I’M UNEMPLOYED. I lack full-time employment. Hooray for “storytelling” and “crafting your professional narrative”, but no.

Then, in a breath of fresh non-bad-news air, I got a scholarship to go to an international business school and a phone call about a potential job offer in the same week. I accepted the scholarship and intended to accept the job offer too — leaving out the minor detail that I would be leaving the country in September.

I could taste Normal Employed Personhood.

Ending was the era of “What’s new with you?” “Oh, just a bunch of random stuff.” Ending was the era of “working” from the library, LinkedIn searching with Iain’s login details because I’d maxed out the searches from my non-Premium account. Ending was the era of asking the café lady for some hot water in my mug with the tea bag I’d brought from home, hoping she wouldn’t notice me stealing milk from the condiment station.

Beginning was the era of: “So, what do you do?” “Oh, I’m glad you asked! I am a _____ at _____.” Beginning was the era of bi-weekly paychecks. Laptop with a longer-than-30-minute battery life? Don’t mind if I do.

Enter: James Comey.

I read his book (listened to it, actually) in two days. The two days after I was told that I would receive the official job offer in two days. (I figured I should get some good book-devouring in while I still have free time.) Without going into political opinions about Comey or the media’s treatment of Comey or emails or Russia or Trump, this was one of my favorite parts of his book:

One of the inevitable questions someone at my height is asked, especially by strangers in elevators, is whether I played basketball in college. The answer is that I didn’t. But it was a long story as to why, involving growing late, knee surgery, and various time demands. I figured nobody wanted to hear all that and, even if they did, it took too long for an elevator ride.
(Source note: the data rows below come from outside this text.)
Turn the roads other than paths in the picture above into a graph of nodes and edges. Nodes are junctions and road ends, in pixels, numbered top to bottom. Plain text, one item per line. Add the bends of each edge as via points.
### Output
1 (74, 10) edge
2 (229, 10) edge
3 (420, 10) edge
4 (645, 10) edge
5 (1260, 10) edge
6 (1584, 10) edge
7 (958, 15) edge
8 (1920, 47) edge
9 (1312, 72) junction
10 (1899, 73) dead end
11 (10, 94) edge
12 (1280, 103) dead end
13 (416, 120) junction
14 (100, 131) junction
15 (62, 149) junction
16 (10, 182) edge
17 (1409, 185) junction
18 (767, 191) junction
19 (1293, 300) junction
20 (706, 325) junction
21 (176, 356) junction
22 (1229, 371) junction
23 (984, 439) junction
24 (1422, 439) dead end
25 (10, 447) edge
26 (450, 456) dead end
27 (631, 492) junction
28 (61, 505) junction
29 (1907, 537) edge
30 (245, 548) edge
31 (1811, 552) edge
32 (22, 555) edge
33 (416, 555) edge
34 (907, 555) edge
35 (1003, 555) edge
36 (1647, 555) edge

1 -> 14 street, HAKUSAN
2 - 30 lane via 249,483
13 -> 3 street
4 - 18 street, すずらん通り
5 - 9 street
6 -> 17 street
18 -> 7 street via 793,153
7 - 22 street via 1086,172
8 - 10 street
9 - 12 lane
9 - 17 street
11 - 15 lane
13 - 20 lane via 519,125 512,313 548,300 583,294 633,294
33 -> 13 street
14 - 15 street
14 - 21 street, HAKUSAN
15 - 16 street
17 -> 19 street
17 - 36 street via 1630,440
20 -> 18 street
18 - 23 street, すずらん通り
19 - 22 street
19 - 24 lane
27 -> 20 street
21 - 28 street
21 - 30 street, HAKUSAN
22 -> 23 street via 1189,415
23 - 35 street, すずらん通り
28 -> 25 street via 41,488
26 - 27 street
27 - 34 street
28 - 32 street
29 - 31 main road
So for a few years after college I took the easy way out and just nodded or said “yup” to any stranger who asked me that question. I did the same thing with friends I played basketball with once I entered law school. I don’t know why I did that. Maybe I was insecure. Maybe it was just easier. Or maybe I liked people to think I was a college jock. This was a seemingly small and inconsequential lie told by a stupid kid, but it was a lie nonetheless. And it ate at me. So after law school I wrote to the friends I’d lied to and told them to truth.

One of the major themes of the book is the habit of lying. The more you lie, the easier it is to keep lying. And the more you resist telling small lies (or confessing them when you do), the easier it is to spot them. Everywhere. This year, I’ve become tone deaf to my own truth — to the point of faking success at the weekly 16-hour fasting challenge I do with my roommates, or cheating in yoga by putting my head on the floor in dolphin pose when the teacher isn’t looking. Like, why?!? The only person losing in those games is me!

When I read about Comey writing to his friends about his nonexistent basketball career (as well as him telling James Clapper that the martini tie he gave him was a re-gift), I considered writing letters to all of my friends to set the record straight about this past year. But when I thought about the number of people I’d told quasi-truths about my work situation, it was too many to count. So I figured a blog post was the next best approximation. I’m planning to email a few specific people with more personal notes, but making it public on the internet is my catch-all.

I also emailed the person who made me the job offer and told her I still want the job, but that I will be moving in four months. She hasn’t replied yet but, in the grand scheme of things, it doesn’t make a big difference either way. It’s not like I’m at risk of getting Donald Trump re-elected.